In our efforts to conduct wide human genome analysis, our researchers use a number of powerful bioinformatics tools and programs to annotate, visualize and interpret next generation sequence data. Links to these tools and publically available genetic variant catalogs can be found here:
Genetic Variant Catalogs
The ALS Data Browser is a catalog of genetic variants identified from 1,424 Caucasian patients recruited and sequenced for their diagnosis of Amyotrophic Lateral Sclerosis. Approximately 93.5% of these cases are sporadic. The database includes single nucleotide substitution variants (SNVs) and insertion and deletion (indels) variants. Funding for this study was provided by Biogen Idec.
The Epi4K Data Browser is a catalog of genetic variants identified from 337 probands ascertained and sequenced for their diagnosis of Epileptic Encephalopathy. The database includes single nucleotide substitution variants (SNVs) and insertion and deletion (indels) variants.
Bioinformatics Programs & Tools
ATAV (Analysis Tool for Annotated Variants) is a statistical toolset that is designed to detect complex disease-associated rare genetic variants by performing association analysis on annotated variants derived from whole-genome or whole-exome sequencing data.
DNMFilter is a machine learning based tool designed to filter out false positive de novo mutations (DNMs) obtained by any computational or manual approaches from next generation sequencing data. It can be used as either a stand-alone tool to detect DNM or coupled with other commonly used DNM detection tool (GATK UnifiledGenotyper, polymutt, DenovoGear et al.) to improve specificity.

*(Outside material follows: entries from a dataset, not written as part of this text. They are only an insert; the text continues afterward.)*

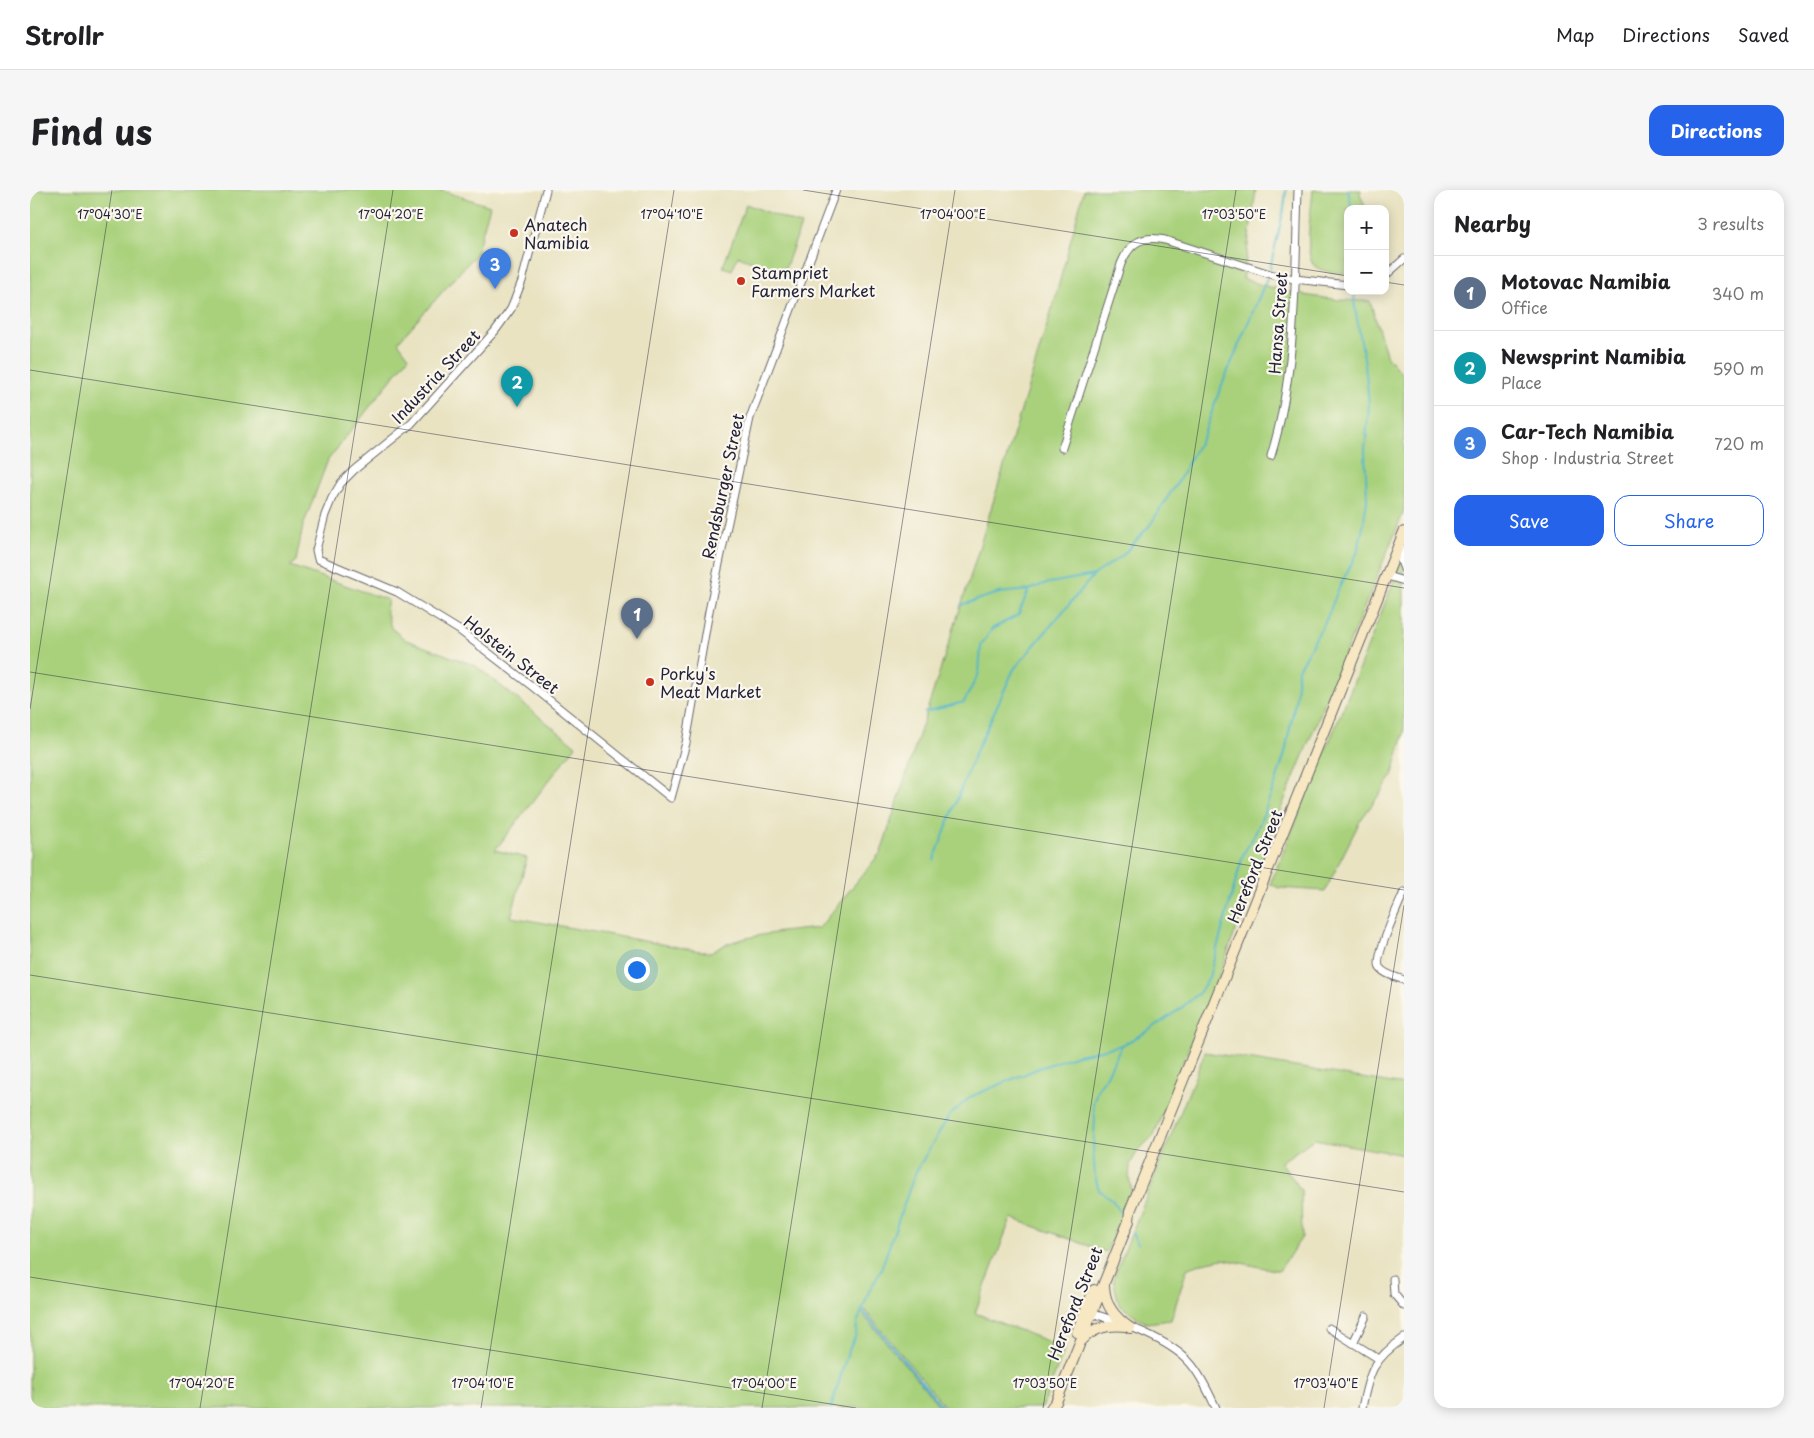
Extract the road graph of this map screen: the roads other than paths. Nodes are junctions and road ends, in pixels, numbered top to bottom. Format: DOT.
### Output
graph roads {
  1 [pos="546,190"];
  2 [pos="836,190"];
  3 [pos="1298,190"];
  4 [pos="1404,260"];
  5 [pos="1389,273"];
  6 [pos="1295,279"];
  7 [pos="1344,285"];
  8 [pos="1062,448"];
  9 [pos="1271,456"];
  10 [pos="1402,535"];
  11 [pos="318,559"];
  12 [pos="1404,569"];
  13 [pos="1387,576"];
  14 [pos="1404,581"];
  15 [pos="671,798"];
  16 [pos="1404,892"];
  17 [pos="1404,980"];
  18 [pos="1130,1211"];
  19 [pos="1393,1279"];
  20 [pos="1105,1280"];
  21 [pos="1404,1306"];
  22 [pos="1088,1312"];
  23 [pos="1366,1316"];
  24 [pos="1128,1327"];
  25 [pos="1329,1328"];
  26 [pos="1404,1338"];
  27 [pos="1079,1343"];
  28 [pos="1353,1343"];
  29 [pos="1379,1359"];
  30 [pos="1050,1408"];
  31 [pos="1216,1408"];
  32 [pos="1362,1408"];
  1 -- 11 [label="street, Industria Street"];
  2 -- 15 [label="street, Rendsburger Street"];
  3 -- 6 [label="street, Hansa Street"];
  4 -- 5 [label="street"];
  6 -- 7 [label="street"];
  6 -- 8 [label="street"];
  6 -- 9 [label="street, Hansa Street"];
  10 -- 12 [label="street"];
  10 -- 13 [label="main road, Hereford Street"];
  11 -- 15 [label="street, Holstein Street"];
  13 -- 14 [label="street"];
  13 -- 18 [label="main road, Hereford Street"];
  16 -- 17 [label="street"];
  18 -- 20 [label="main road, Hereford Street"];
  18 -- 22 [label="main road, Hereford Street"];
  19 -- 21 [label="street"];
  20 -- 22 [label="main road, Hereford Street"];
  20 -- 24 [label="main road"];
  22 -- 24 [label="street"];
  22 -- 27 [label="main road, Hereford Street"];
  22 -- 30 [label="main road, Hereford Street"];
  23 -- 28 [label="street"];
  24 -- 27 [label="main road"];
  24 -- 31 [label="street"];
  25 -- 28 [label="street"];
  26 -- 29 [label="street"];
  27 -- 30 [label="main road, Hereford Street"];
  28 -- 29 [label="street"];
  29 -- 32 [label="street"];
}
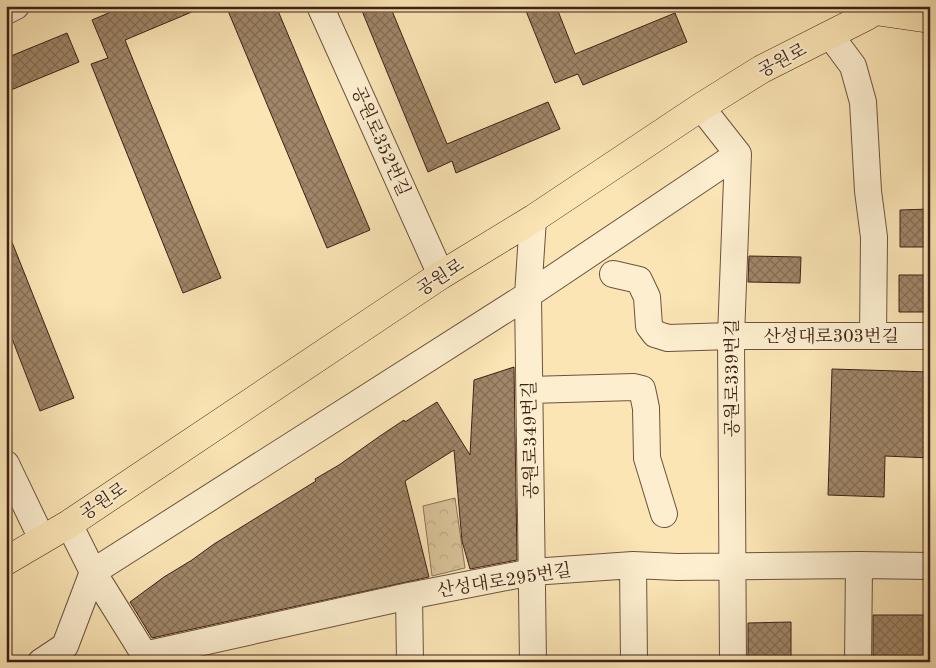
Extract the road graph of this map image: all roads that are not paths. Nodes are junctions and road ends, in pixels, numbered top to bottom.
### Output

In assessing variants for their role in particular phenotypes, there is often a need to view the location of variants across the gene and within sequences that encode particular protein domains. DV-auto (.zip file) is a convenient command line UNIX program for such a purpose. It has several unique features: 1) It automatically retrieves coding DNA sequences, translates them and annotates domains; 2) It only needs the genomic coordinates of variants as input, and it maps them onto the proteins and classifies them into functional categories such as missense, stop-gain, and splice-change; 3) It provides options to filter variants based on their allele frequencies; 4) It does a statistical test to determine whether variants are distributed randomly in a given protein; and 5) It generates figures that can highlight differences between variants, for example by function, case versus control status, and associated diseases.
DV-auto is a command line UNIX program written in Perl. To install DV-auto, please download the package and unzip it, then run DV-install.pl with all required parameters. You need download several additional files from other websites, which may be the most time consuming part. It is noteworthy that the current version of DV-auto only works for human genes and variants.

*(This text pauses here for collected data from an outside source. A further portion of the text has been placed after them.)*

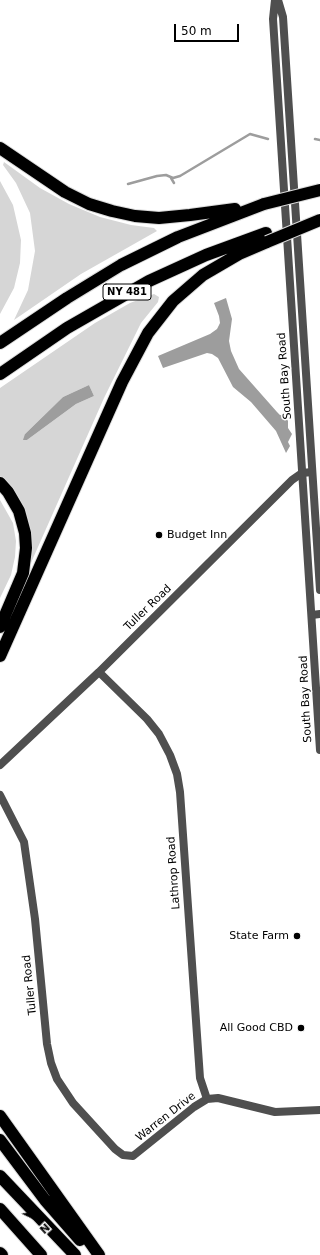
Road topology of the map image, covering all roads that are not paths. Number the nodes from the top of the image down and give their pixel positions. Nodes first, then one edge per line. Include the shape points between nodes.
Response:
1 (277, 0) edge
2 (0, 148) edge
3 (320, 190) edge
4 (264, 204) junction
5 (320, 220) edge
6 (267, 238) junction
7 (0, 343) edge
8 (0, 374) edge
9 (312, 472) junction
10 (302, 473) junction
11 (0, 483) edge
12 (320, 590) edge
13 (316, 615) edge
14 (0, 627) edge
15 (0, 656) edge
16 (99, 672) junction
17 (320, 750) edge
18 (0, 765) edge
19 (0, 795) edge
20 (207, 1099) junction
21 (320, 1110) edge
22 (0, 1116) edge
23 (0, 1140) edge
24 (120, 1153) joint
25 (0, 1176) edge
26 (0, 1209) edge
27 (40, 1255) edge
28 (74, 1255) edge
29 (95, 1255) edge
30 (99, 1255) edge

1 - 9 street, South Bay Road via 283,17
1 - 10 street, South Bay Road via 273,19
2 - 4 highway via 65,192 95,206 124,214 174,217
3 - 4 highway, NY 481, bridge
4 - 7 highway, NY 481 via 207,225 142,254 87,285
5 - 6 highway, NY 481, bridge
6 - 8 highway, NY 481 via 206,255 149,280 67,328
6 - 15 highway via 203,275 173,301 148,332 122,382
9 - 10 street
9 - 12 street, South Bay Road
10 - 13 street, South Bay Road
10 - 16 street, Tuller Road via 292,480
11 - 14 highway via 19,511 26,548 23,573
13 - 17 street, South Bay Road
16 - 18 street, Tuller Road
16 - 20 street, Lathrop Road via 159,734 177,774 200,1078
19 - 24 street, Tuller Road via 24,842 51,1063 57,1079 73,1103
20 - 21 street, Warren Drive via 218,1098 275,1112
20 - 24 street, Warren Drive via 133,1156
22 - 30 highway
23 - 29 highway via 49,1204
25 - 28 highway
26 - 27 highway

ERDS is designed for detection of copy number variants (CNVs) on human genomes from next generation sequence data, utilizing information from read depth of short reads and SNV heterozygosity.
GWASpower/QT is a statistical power calculation software designed for genome wide association studies (GWAS) with quantitative traits in natural populations. It allows users to input the effect size as heritability measures, instead of the phenotype means of each genotype of the genetic marker, which is often unavailable in exploratory experiments such as GWAS. Input parameters are heritability (required), type 1 error rate (required), total sample size (required), linkage disequilibrium (optional) and other covariates (optional). The software returns the statistical power and a plot of a family of power curves. Documentation.
RVIS (Genic Intolerance)
RVIS (Residual Variation Intolerance Score) is a gene-based score intended to help in the interpretation of human sequence data. The intolerance score in its current form is based upon allele frequency data as represented in whole exome sequence data from the NHLBI-ESP6500 data set. The score is designed to rank genes in terms of whether they have more or less common functional genetic variation relative to the genome wide expectation given the amount of apparently neutral variation the gene has. A gene with a positive score has more common functional variation, and a gene with a negative score has less and is referred to as "intolerant". By convention we rank all genes in order from most intolerant to least. As an example, a gene such as ATP1A3 has a RVIS score of -1.53 and a percentile of 3.37%, meaning it is amongst the 3.37% most intolerant of human genes. Depending on what disease area you are a studying, you may way to consider either intolerant genes (neurodevelomental disease) or tolerant genes (some immunological diseases) as better candidates.
Given an alignment file of NGS reads and a user-defined target region in the genome, SV-analyzer will: 1) generate figures highlighting abnormally mapped reads for users to visually check SVs; 2) automatically retrieve reads mapped in the target region together with their paired-reads; 3) perform a local assembly using the retrieved reads; 4) annotate repetitive sequences within the assembled contigs; 5) perform a pairwise sequence comparison between the contigs and the reference genomic sequence, and locate overlapped genes. The results above are also presented in figures.